IA générative et monétisation de notre attention
L’utilisation de l’IA générative intègre un changement plus large des sociétés de médias grand public. Celles-ci agissent comme des plates-formes numériques avides de données, optimisées de manière algorithmique et désespérées pour monétiser l’attention des lecteurs.
L’opposition des entreprises médiatiques aux réformes cruciales sur la vie privée, contribuant à empêcher ce comportement et à mieux nous protéger en ligne, rend cette stratégie très claire.
« Le problème de longue date de la diminution des bénéfices des médias traditionnels dans l’économie numérique a conduit certains d’entre eux à adopter le modèle commercial du capitalisme de surveillance des plateformes numériques.

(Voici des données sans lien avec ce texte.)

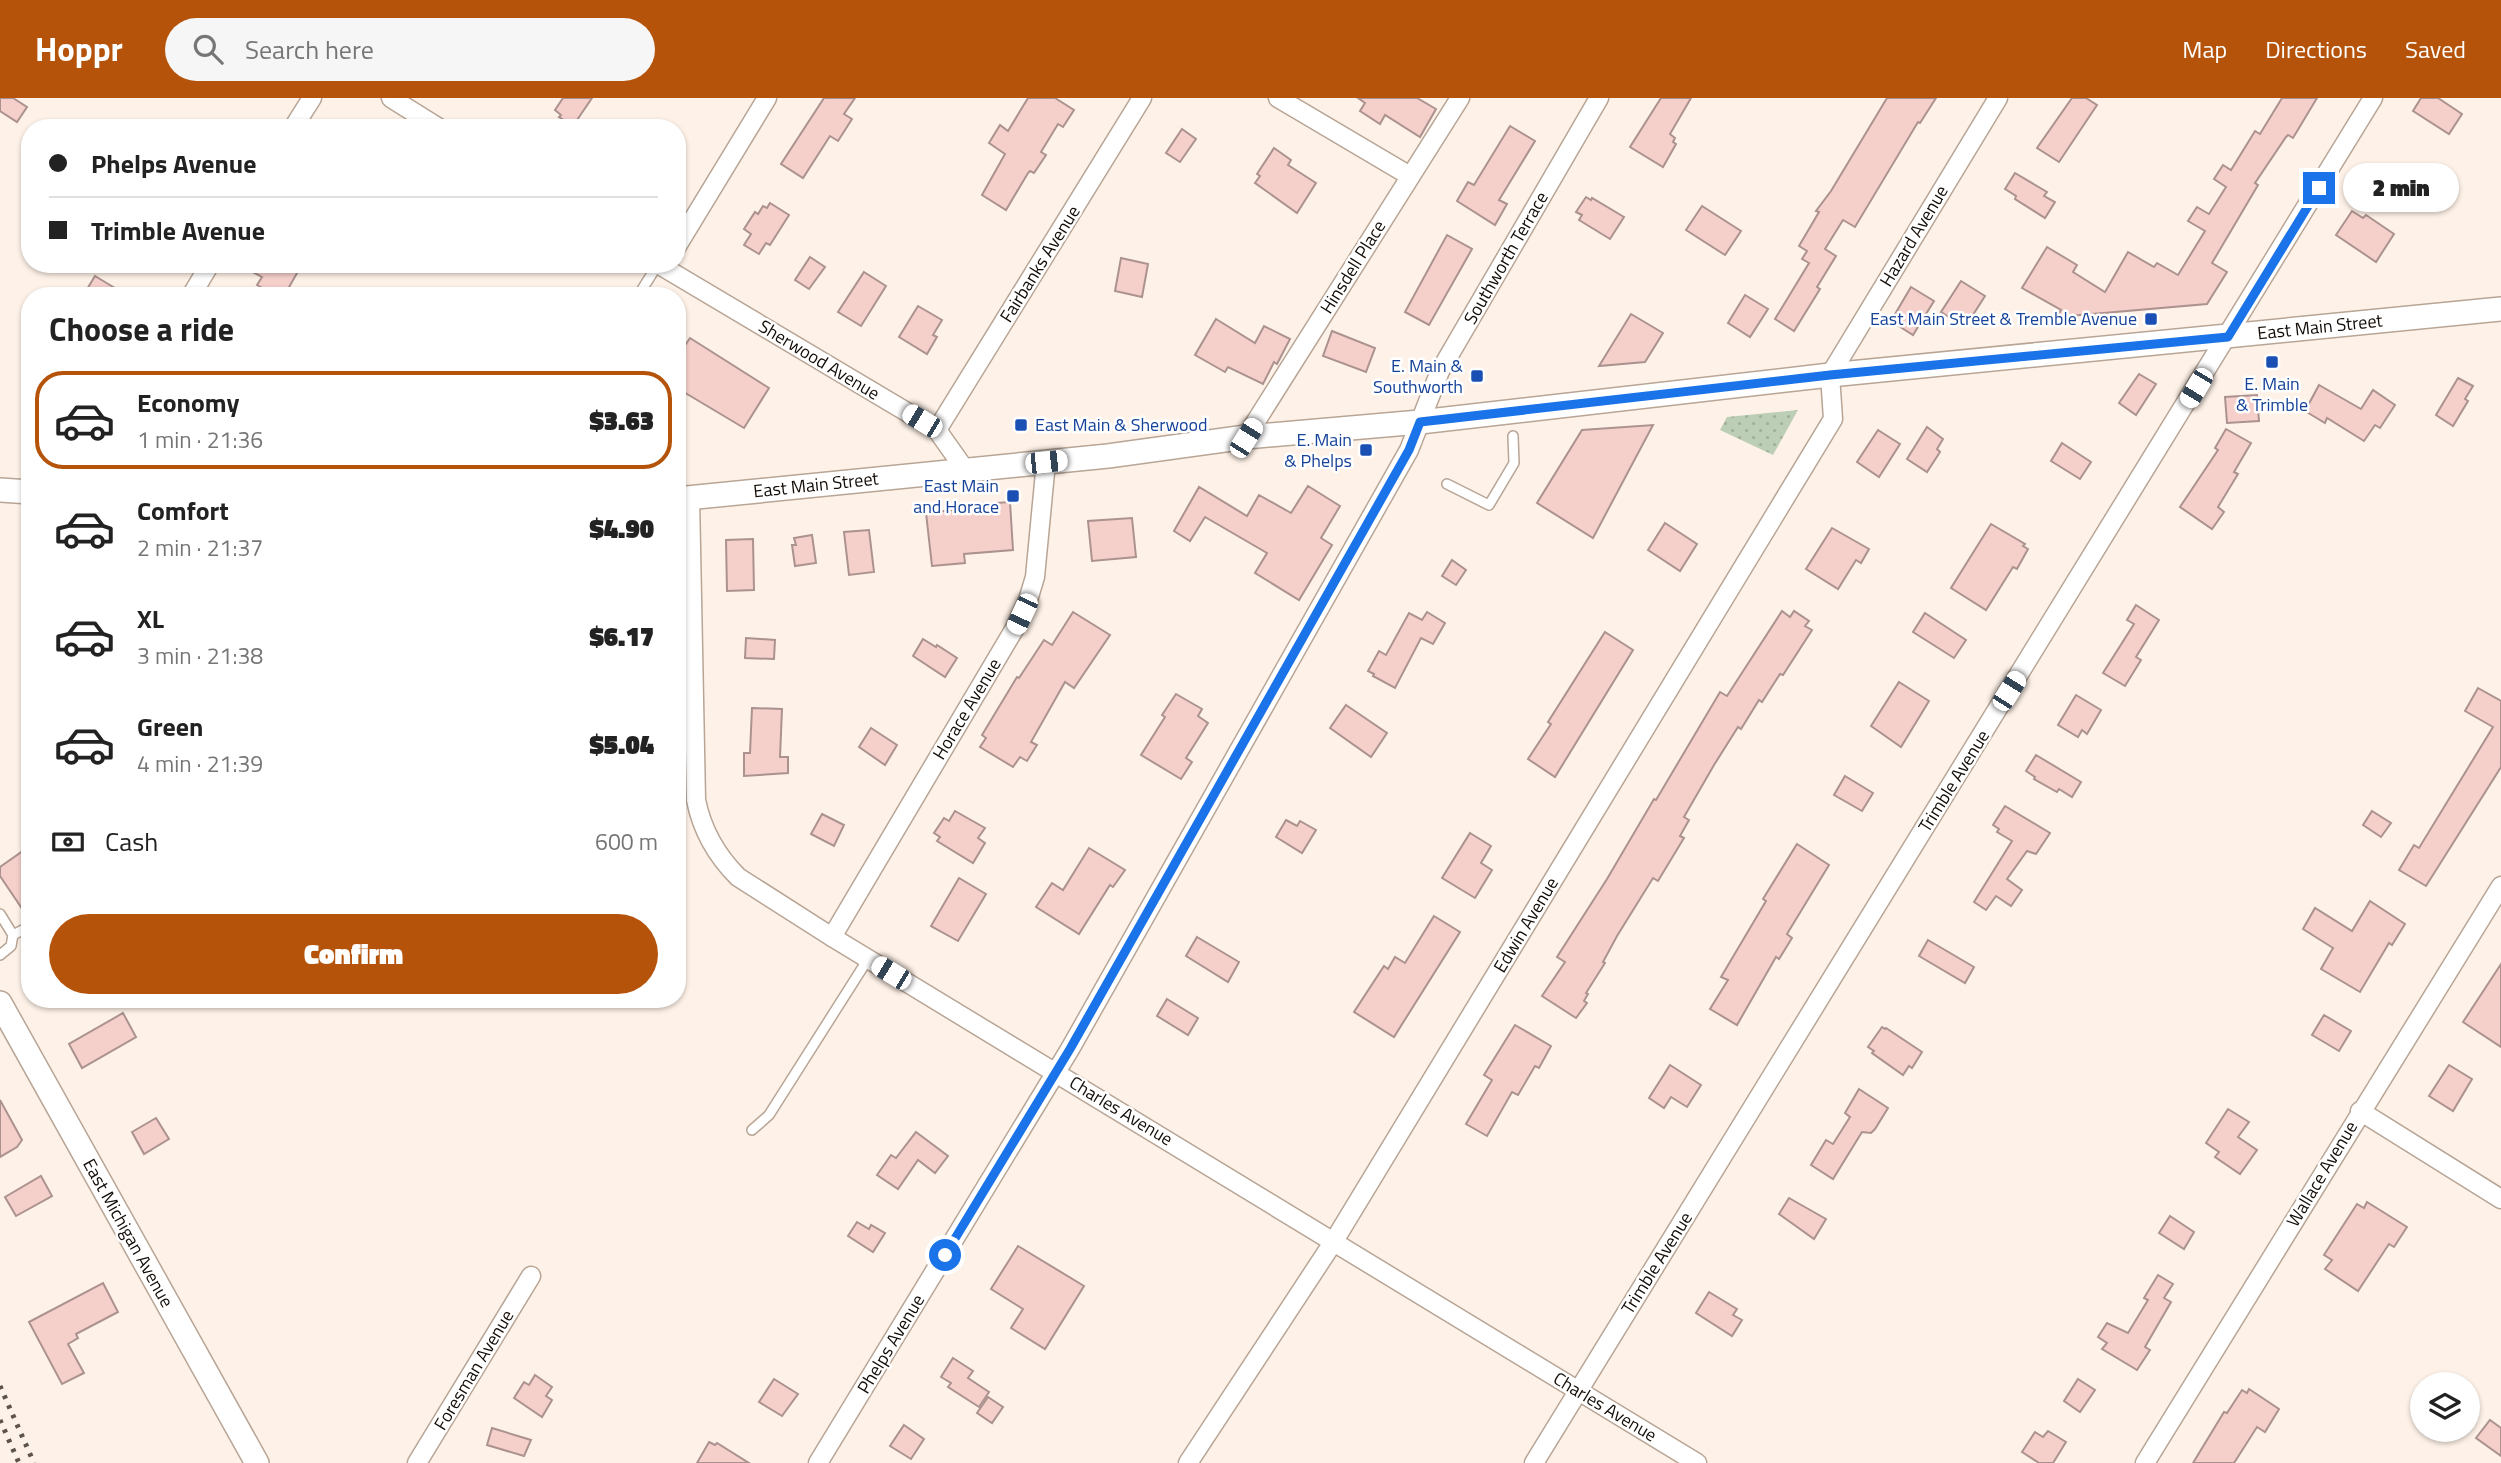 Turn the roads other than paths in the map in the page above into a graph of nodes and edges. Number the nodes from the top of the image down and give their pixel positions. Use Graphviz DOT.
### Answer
graph roads {
  1 [pos="312,98"];
  2 [pos="391,98"];
  3 [pos="767,98"];
  4 [pos="1142,98"];
  5 [pos="1278,98"];
  6 [pos="1460,98"];
  7 [pos="1599,98"];
  8 [pos="1998,98"];
  9 [pos="2373,98"];
  10 [pos="299,119"];
  11 [pos="425,119"];
  12 [pos="1410,176"];
  13 [pos="686,231"];
  14 [pos="674,273"];
  15 [pos="2501,309"];
  16 [pos="2228,337"];
  17 [pos="1830,375"];
  18 [pos="1420,422"];
  19 [pos="937,430"];
  20 [pos="1513,436"];
  21 [pos="1246,438"];
  22 [pos="1046,462"];
  23 [pos="966,471"];
  24 [pos="1447,484"];
  25 [pos="0,490"];
  26 [pos="21,491"];
  27 [pos="686,498"];
  28 [pos="686,568"];
  29 [pos="2501,886"];
  30 [pos="0,914"];
  31 [pos="21,931"];
  32 [pos="13,935"];
  33 [pos="832,937"];
  34 [pos="0,955"];
  35 [pos="868,959"];
  36 [pos="0,1003"];
  37 [pos="1057,1072"];
  38 [pos="2360,1111"];
  39 [pos="752,1130"];
  40 [pos="2501,1199"];
  41 [pos="1334,1241"];
  42 [pos="531,1276"];
  43 [pos="1578,1391"];
  44 [pos="257,1463"];
  45 [pos="417,1463"];
  46 [pos="818,1463"];
  47 [pos="1188,1463"];
  48 [pos="1535,1463"];
  49 [pos="1697,1463"];
  50 [pos="2145,1463"];
  1 -- 10 [label="street"];
  2 -- 11 [label="street"];
  3 -- 13 [label="street"];
  4 -- 19 [label="street, Fairbanks Avenue"];
  5 -- 12 [label="street"];
  6 -- 12 [label="street, Hinsdell Place"];
  7 -- 18 [label="street, Southworth Terrace"];
  8 -- 17 [label="street, Hazard Avenue"];
  9 -- 16 [label="street, Trimble Avenue"];
  12 -- 21 [label="street, Hinsdell Place"];
  14 -- 19 [label="street, Sherwood Avenue"];
  15 -- 16 [label="street, East Main Street"];
  16 -- 17 [label="street, East Main Street"];
  16 -- 43 [label="street, Trimble Avenue"];
  17 -- 18 [label="street, East Main Street"];
  17 -- 41 [label="street, Edwin Avenue"];
  18 -- 21 [label="street, East Main Street"];
  18 -- 37 [label="street, Phelps Avenue"];
  19 -- 23 [label="street, Sherwood Avenue"];
  20 -- 24 [label="lane"];
  21 -- 22 [label="street, East Main Street"];
  22 -- 23 [label="street, East Main Street"];
  22 -- 33 [label="street, Horace Avenue"];
  23 -- 27 [label="street, East Main Street"];
  25 -- 26 [label="street"];
  28 -- 33 [label="street, Charles Avenue"];
  29 -- 38 [label="street, Wallace Avenue"];
  30 -- 32 [label="lane"];
  31 -- 32 [label="lane"];
  32 -- 34 [label="lane"];
  33 -- 35 [label="street, Charles Avenue"];
  35 -- 37 [label="street, Charles Avenue"];
  35 -- 39 [label="lane"];
  36 -- 44 [label="street, East Michigan Avenue"];
  37 -- 41 [label="street, Charles Avenue"];
  37 -- 46 [label="street, Phelps Avenue"];
  38 -- 40 [label="street"];
  38 -- 50 [label="street, Wallace Avenue"];
  41 -- 43 [label="street, Charles Avenue"];
  41 -- 47 [label="street, Edwin Avenue"];
  42 -- 45 [label="street, Foresman Avenue"];
  43 -- 48 [label="street, Trimble Avenue"];
  43 -- 49 [label="street, Charles Avenue"];
}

L’ajout de contenu généré par l’IA dans le mélange aggravera les choses », affirme Floreani.
Celle-ci s’interroge.
En effet, que se passe-t-il lorsque le Web devient dominé par une telle quantité de contenu généré par l’IA que de nouveaux modèles sont formés non pas sur du matériel fabriqué par l’homme, mais sur des sorties d’IA ?
« Allons-nous nous retrouver avec une sorte de serpent numérique maudit mangeant sa propre queue ? », se demande l’activiste numérique.

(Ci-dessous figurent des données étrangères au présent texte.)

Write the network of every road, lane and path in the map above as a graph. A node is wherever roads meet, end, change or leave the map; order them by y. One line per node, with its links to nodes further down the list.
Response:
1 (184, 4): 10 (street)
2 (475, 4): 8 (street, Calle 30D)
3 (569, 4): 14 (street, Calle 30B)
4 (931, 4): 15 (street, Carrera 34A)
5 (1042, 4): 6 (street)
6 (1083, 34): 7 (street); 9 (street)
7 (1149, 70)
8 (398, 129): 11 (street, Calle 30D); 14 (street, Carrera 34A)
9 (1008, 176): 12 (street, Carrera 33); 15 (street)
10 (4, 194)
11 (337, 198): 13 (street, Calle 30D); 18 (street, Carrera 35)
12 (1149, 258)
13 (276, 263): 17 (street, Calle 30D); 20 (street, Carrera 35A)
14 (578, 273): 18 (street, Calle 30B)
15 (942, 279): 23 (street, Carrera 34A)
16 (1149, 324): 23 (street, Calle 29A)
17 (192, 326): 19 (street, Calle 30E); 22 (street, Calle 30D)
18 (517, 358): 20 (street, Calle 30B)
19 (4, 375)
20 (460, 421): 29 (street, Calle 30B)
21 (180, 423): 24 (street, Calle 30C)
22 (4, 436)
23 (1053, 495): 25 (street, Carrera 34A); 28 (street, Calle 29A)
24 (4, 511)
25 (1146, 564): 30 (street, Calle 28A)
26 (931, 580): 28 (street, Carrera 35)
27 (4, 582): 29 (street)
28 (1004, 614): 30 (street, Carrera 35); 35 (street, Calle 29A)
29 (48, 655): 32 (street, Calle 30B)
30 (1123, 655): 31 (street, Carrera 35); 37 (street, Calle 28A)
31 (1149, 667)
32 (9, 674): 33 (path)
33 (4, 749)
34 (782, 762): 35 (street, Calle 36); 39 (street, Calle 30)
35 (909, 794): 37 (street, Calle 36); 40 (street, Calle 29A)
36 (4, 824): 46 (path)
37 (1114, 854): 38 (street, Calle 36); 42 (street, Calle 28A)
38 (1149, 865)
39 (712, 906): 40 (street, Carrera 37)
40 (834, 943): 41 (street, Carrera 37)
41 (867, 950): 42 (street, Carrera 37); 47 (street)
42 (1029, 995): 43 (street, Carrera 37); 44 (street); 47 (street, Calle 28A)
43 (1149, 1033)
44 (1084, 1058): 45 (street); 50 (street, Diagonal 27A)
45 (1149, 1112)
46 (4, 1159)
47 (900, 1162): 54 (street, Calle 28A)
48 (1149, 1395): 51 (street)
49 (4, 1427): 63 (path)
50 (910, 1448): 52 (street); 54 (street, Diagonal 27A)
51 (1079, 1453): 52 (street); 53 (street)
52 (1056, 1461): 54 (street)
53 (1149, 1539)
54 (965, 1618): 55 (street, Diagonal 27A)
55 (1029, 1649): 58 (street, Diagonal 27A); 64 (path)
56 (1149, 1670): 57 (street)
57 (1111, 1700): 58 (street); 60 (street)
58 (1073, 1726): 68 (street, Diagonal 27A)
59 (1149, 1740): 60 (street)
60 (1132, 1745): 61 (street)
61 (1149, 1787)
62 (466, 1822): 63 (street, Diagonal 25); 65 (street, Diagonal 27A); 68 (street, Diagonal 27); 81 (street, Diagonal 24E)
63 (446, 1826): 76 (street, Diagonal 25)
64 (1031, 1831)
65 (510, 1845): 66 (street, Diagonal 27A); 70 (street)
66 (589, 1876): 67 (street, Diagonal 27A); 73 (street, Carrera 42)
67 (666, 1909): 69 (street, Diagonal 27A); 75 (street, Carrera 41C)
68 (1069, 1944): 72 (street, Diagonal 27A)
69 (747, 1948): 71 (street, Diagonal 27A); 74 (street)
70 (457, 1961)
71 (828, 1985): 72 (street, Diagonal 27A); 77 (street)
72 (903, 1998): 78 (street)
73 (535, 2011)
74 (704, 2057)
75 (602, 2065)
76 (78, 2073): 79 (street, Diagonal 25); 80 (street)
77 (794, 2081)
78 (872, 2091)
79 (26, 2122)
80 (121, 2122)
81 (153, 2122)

Jathan Sadowski a surnommé cela l’IA des Habsbourg, en référence à une dynastie royale européenne infâme. L’IA des Habsbourg est un système si fortement formé sur les sorties d’autres IA génératives qu’il se convertit en mutant consanguin, rempli de caractéristiques exagérées et grotesques.
La technologie va-t-elle s’auto-digérer ?
Selon plusieurs recherches, les grands modèles de langage, comme celui approvisionnant ChatGPT, s’effondrent rapidement lorsque leurs données de formation sont créées par d’autres IA au lieu du matériel original des humains.
D’autres études ont montré que sans données fraîches, une boucle autophage (auto-digestion) se crée, vouée à une baisse progressive de la qualité du contenu.
« Nous sommes sur le point de remplir Internet de blabla », a déclaré un chercheur cité par The Guardian.
Les organisations médiatiques utilisant l’IA pour générer une énorme quantité de contenu accélèrent cette problématique, estime Floreani. Selon celle-ci, le contenu généré par l’IA rampante pourrait semer sa propre destruction.
Toutefois, elle souligne qu’il existe d’autres applications de l’IA dans les médias pouvant bénéficier aux lecteurs.
Par exemple, l’intelligence artificielle peut améliorer l’accessibilité aux contenus en facilitant des tâches telles que la transcription de contenu audio, la génération de descriptions d’images ou la facilitation de la synthèse vocale.
« Ce sont des applications vraiment passionnantes », conclut-elle.